È la radice del problema: la convinzione di avere il diritto di giudicare, offendere, demolire una donna perché non rispecchia un ideale, perché si espone, perché si mostra, perché vive liberamente il proprio corpo.


La cantante fa un paragone che colpisce come uno schiaffo:

chi crede di avere il diritto di insultare una donna perché “se l’è cercata”

è lo stesso che, con la stessa logica criminale, giustifica la violenza fisica su una donna in minigonna.


La dinamica è la stessa:

colpevolizzare la vittima per giustificare l’aggressione.


È questo il meccanismo che Arisa denuncia con fermezza.


Tra gli hater, molti sono uomini.

Ma ciò che colpisce Arisa — e che colpisce tutti noi — è che alcuni insulti arrivano da altre donne.

Donne che insultano altre donne per il corpo, per la libertà, per la sensualità, per la scelta di mostrarsi.


“Il fatto che alcune delle offese provengano da donne come me mi dice che siamo messe male.”


È un cortocircuito sociale che fa male:

le stesse che dovrebbero essere alleate diventano carnefici.

L’esempio più evidente di quanto la cultura del giudizio, del controllo e della vergogna sul corpo femminile sia radicata, interiorizzata, normalizzata.


Perché pubblicare nomi e foto degli hater?

Non è vendetta.

Non è gogna.

È responsabilità.


Arisa lo spiega con la sua consueta lucidità:

“Peccato, la strada per la libertà è ancora lunga… Intanto tu m’insulti e io ti pubblico: così t’impari!”


In un mondo in cui gli insulti si nascondono dietro schermi e profili fake,

la cantante decide di fare ciò che quasi nessuno fa:

restituire un volto alla violenza.


Non per umiliare, ma per mostrare.

Mostrare cosa significa essere una donna sui social.

Mostrare cosa deve affrontare chiunque osi essere libera, diversa, non conforme.


Mostrare che la violenza è reale, non virtuale.

E che le parole possono colpire quanto un pugno.


Il gesto di Arisa apre una riflessione centrale:

fino a che punto tolleriamo la violenza verbale considerandola “normale”?

Quante donne vengono giudicate, insultate, demolite per il loro corpo, il loro modo di vestirsi, di ballare, di vivere?

Quante rinunciano a mostrarsi, a esprimersi, a essere sé stesse per paura del linciaggio digitale?

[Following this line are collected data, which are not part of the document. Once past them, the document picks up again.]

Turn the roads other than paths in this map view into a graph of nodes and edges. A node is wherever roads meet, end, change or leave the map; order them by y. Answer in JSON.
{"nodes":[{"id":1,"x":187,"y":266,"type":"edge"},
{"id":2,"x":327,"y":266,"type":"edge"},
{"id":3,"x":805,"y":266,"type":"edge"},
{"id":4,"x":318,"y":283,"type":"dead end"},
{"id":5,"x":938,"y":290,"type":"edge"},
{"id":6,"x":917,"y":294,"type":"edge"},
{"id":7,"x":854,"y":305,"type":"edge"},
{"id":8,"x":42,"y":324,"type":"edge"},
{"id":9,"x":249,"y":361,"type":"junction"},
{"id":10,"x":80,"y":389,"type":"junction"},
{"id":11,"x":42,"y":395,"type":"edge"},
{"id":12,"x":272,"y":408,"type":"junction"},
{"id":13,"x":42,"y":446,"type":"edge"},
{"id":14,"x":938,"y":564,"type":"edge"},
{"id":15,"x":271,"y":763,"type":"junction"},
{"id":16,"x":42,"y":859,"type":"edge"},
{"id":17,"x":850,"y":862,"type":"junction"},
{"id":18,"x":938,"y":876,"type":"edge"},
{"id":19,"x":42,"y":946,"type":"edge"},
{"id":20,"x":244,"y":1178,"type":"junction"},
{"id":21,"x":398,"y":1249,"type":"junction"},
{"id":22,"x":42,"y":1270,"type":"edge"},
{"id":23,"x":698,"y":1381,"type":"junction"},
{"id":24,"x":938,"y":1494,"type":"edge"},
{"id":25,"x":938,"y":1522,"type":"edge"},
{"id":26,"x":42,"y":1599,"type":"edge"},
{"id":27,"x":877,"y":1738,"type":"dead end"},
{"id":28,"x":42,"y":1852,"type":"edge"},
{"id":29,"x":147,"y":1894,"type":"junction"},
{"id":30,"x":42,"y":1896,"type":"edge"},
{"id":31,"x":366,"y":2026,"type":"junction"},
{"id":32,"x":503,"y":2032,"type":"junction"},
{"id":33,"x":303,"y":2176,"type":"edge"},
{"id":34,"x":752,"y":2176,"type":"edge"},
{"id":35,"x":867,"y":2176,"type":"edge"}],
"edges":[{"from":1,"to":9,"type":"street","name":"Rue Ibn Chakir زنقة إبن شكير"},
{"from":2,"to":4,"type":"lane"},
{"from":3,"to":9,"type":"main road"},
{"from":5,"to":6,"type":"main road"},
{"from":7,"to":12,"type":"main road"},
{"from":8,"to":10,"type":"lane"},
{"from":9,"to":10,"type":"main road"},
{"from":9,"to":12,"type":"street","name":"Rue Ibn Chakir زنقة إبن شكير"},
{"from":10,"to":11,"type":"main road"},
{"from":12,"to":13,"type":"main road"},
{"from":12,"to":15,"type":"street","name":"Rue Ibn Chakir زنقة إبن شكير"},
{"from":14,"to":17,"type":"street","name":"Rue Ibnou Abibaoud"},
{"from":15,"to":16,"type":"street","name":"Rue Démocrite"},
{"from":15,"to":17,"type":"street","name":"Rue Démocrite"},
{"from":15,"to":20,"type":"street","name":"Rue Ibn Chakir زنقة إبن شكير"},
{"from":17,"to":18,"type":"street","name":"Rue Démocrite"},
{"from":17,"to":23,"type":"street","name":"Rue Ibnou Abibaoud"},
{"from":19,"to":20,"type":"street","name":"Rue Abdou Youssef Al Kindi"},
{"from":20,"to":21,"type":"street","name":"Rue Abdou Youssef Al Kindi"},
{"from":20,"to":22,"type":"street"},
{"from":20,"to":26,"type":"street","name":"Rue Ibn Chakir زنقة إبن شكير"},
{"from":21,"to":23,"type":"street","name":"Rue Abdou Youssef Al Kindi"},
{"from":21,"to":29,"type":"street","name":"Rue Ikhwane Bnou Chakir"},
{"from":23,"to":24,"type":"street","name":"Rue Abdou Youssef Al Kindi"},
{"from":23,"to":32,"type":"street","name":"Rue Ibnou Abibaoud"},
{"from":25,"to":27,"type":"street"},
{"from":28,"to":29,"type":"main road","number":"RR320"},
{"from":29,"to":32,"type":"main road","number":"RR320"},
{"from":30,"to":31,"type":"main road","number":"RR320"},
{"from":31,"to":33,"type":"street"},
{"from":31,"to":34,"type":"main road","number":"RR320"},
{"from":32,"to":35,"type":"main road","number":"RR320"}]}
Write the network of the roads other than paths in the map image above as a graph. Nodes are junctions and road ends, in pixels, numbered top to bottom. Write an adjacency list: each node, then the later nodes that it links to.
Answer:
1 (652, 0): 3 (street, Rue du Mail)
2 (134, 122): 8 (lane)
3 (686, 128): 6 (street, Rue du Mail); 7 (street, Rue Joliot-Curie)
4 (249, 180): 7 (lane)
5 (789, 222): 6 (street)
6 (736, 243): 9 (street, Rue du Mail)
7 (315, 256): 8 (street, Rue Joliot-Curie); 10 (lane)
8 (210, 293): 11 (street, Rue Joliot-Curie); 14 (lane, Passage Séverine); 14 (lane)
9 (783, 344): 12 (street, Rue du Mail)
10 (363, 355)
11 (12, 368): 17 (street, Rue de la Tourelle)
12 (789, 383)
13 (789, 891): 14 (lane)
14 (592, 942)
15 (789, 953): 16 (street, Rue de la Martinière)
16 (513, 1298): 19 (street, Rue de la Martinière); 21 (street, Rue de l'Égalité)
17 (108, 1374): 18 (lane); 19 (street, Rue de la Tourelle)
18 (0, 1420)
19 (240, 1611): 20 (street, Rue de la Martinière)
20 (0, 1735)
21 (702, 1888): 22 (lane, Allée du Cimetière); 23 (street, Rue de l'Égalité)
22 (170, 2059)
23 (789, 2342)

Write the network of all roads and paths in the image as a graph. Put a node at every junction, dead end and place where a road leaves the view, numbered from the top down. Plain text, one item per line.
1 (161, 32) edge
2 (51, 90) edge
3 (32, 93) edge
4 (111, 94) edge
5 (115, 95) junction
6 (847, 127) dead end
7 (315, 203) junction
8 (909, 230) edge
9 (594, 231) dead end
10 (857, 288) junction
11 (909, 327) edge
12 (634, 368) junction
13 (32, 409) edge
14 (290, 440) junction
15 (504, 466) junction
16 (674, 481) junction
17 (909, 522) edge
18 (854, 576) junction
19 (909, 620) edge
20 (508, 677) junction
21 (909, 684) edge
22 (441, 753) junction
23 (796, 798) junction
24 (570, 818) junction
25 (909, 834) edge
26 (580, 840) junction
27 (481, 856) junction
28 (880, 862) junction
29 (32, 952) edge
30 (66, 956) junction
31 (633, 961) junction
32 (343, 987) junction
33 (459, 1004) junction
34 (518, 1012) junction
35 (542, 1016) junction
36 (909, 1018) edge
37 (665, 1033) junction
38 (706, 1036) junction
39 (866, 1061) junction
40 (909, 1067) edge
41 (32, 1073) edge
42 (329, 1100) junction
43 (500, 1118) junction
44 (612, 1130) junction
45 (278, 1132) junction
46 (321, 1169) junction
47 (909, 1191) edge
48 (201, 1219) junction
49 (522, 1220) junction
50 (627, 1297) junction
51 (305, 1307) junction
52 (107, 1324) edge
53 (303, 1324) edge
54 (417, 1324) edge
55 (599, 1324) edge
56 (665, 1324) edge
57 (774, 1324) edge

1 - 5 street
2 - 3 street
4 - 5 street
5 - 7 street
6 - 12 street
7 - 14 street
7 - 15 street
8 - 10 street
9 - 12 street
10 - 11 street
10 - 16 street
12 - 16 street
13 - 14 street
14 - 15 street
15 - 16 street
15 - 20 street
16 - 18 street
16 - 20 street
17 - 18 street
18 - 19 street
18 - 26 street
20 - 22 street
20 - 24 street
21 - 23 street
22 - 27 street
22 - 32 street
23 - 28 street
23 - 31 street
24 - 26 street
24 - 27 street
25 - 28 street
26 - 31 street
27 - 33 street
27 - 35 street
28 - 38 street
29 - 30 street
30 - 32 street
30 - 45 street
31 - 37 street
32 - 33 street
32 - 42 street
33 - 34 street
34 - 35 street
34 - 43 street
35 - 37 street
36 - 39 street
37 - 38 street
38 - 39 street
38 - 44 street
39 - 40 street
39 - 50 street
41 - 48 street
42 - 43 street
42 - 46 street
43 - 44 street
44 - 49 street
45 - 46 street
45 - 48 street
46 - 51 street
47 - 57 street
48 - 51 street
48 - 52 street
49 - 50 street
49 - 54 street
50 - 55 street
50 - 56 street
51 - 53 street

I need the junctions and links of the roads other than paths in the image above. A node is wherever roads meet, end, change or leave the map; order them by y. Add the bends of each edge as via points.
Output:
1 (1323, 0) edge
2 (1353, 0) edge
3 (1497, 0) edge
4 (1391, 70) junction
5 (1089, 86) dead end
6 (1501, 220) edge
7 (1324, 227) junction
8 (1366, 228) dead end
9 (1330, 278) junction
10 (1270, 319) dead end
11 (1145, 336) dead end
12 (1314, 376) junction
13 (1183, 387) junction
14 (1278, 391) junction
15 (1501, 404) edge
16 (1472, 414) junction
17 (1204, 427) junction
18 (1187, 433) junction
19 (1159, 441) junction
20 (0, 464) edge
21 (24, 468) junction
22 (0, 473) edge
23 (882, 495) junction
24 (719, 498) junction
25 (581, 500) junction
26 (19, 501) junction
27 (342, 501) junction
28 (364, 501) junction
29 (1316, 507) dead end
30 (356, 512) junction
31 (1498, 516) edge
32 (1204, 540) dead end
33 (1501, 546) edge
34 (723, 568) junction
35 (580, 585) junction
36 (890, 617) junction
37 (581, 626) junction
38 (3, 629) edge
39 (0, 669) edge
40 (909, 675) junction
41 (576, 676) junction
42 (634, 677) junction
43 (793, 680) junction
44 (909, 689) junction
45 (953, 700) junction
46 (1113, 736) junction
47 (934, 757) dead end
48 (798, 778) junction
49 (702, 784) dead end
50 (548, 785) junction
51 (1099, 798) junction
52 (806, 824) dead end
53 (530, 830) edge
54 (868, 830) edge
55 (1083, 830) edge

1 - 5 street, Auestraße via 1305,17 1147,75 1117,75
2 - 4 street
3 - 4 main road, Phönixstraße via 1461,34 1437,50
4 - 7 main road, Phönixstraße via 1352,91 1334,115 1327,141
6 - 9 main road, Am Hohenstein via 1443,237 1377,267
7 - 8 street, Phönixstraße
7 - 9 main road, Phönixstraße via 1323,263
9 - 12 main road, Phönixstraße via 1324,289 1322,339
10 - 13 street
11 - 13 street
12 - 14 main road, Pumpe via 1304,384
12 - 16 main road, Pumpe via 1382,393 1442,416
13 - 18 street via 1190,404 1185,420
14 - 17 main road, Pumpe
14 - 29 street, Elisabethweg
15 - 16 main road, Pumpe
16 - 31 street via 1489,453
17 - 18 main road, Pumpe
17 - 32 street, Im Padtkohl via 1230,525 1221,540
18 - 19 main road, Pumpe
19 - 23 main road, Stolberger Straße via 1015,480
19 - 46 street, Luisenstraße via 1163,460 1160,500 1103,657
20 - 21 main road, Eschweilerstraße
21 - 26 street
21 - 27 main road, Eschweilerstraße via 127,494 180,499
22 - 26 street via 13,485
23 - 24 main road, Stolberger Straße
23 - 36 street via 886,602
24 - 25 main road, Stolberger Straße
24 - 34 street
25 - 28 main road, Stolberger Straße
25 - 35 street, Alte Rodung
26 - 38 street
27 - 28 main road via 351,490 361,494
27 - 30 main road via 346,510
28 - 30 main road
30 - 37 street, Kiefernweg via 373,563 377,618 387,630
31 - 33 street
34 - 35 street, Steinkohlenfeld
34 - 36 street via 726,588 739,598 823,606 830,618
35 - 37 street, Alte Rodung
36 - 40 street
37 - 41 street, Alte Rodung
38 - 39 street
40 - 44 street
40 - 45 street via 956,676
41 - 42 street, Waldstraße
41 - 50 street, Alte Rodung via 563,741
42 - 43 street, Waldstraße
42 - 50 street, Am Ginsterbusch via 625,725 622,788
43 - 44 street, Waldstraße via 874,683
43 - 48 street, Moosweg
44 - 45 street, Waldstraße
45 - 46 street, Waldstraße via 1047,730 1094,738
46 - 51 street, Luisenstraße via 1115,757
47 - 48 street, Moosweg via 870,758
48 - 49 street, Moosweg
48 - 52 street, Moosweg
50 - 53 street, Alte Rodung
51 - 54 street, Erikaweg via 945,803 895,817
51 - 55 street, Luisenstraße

La domanda che ci consegna Arisa è semplice e gigantesca:


Quando smetteremo di considerare accettabile ciò che è violenza?


Il messaggio: la libertà non si chiede, si esercita:


Le sue parole non sono sfogo, ma consapevolezza.


La libertà di una donna non è mai automatica:

va difesa, protetta, affermata ogni giorno.

E soprattutto va insegnata.

Perché la libertà degli uni non può mai essere l’alibi della violenza degli altri.


Arisa lo ricorda a tutti:

la libertà non è un vestito, non è una posa, non è un post.

La libertà è un diritto.

E nessun insulto ha il potere di cancellarlo.


Conclusione: la dignità non si discute


Il gesto di Arisa divide, certo.

Ma è proprio in questa divisione che si nasconde il vero nodo:

viviamo in un Paese dove il corpo delle donne è ancora giudicato, controllato, punito.

Un Paese dove la violenza verbale è considerata “opinione”.

Un Paese dove troppe donne vengono zittite dal sarcasmo, dall’odio, dall’umiliazione.


Arisa non accetta più.

E non dovrebbero farlo nemmeno le altre.


In un giorno dedicato alla lotta contro la violenza sulle donne,

ha scelto di restituire dignità a quella battaglia.

Di dire basta.

Di mostrarsi forte e vulnerabile allo stesso tempo.


Perché — lo ricorda lei stessa —

la strada per la libertà è lunga.


Ma quel giorno, per un momento,

grazie al suo coraggio,

abbiamo capito tutti in quale direzione dobbiamo andare.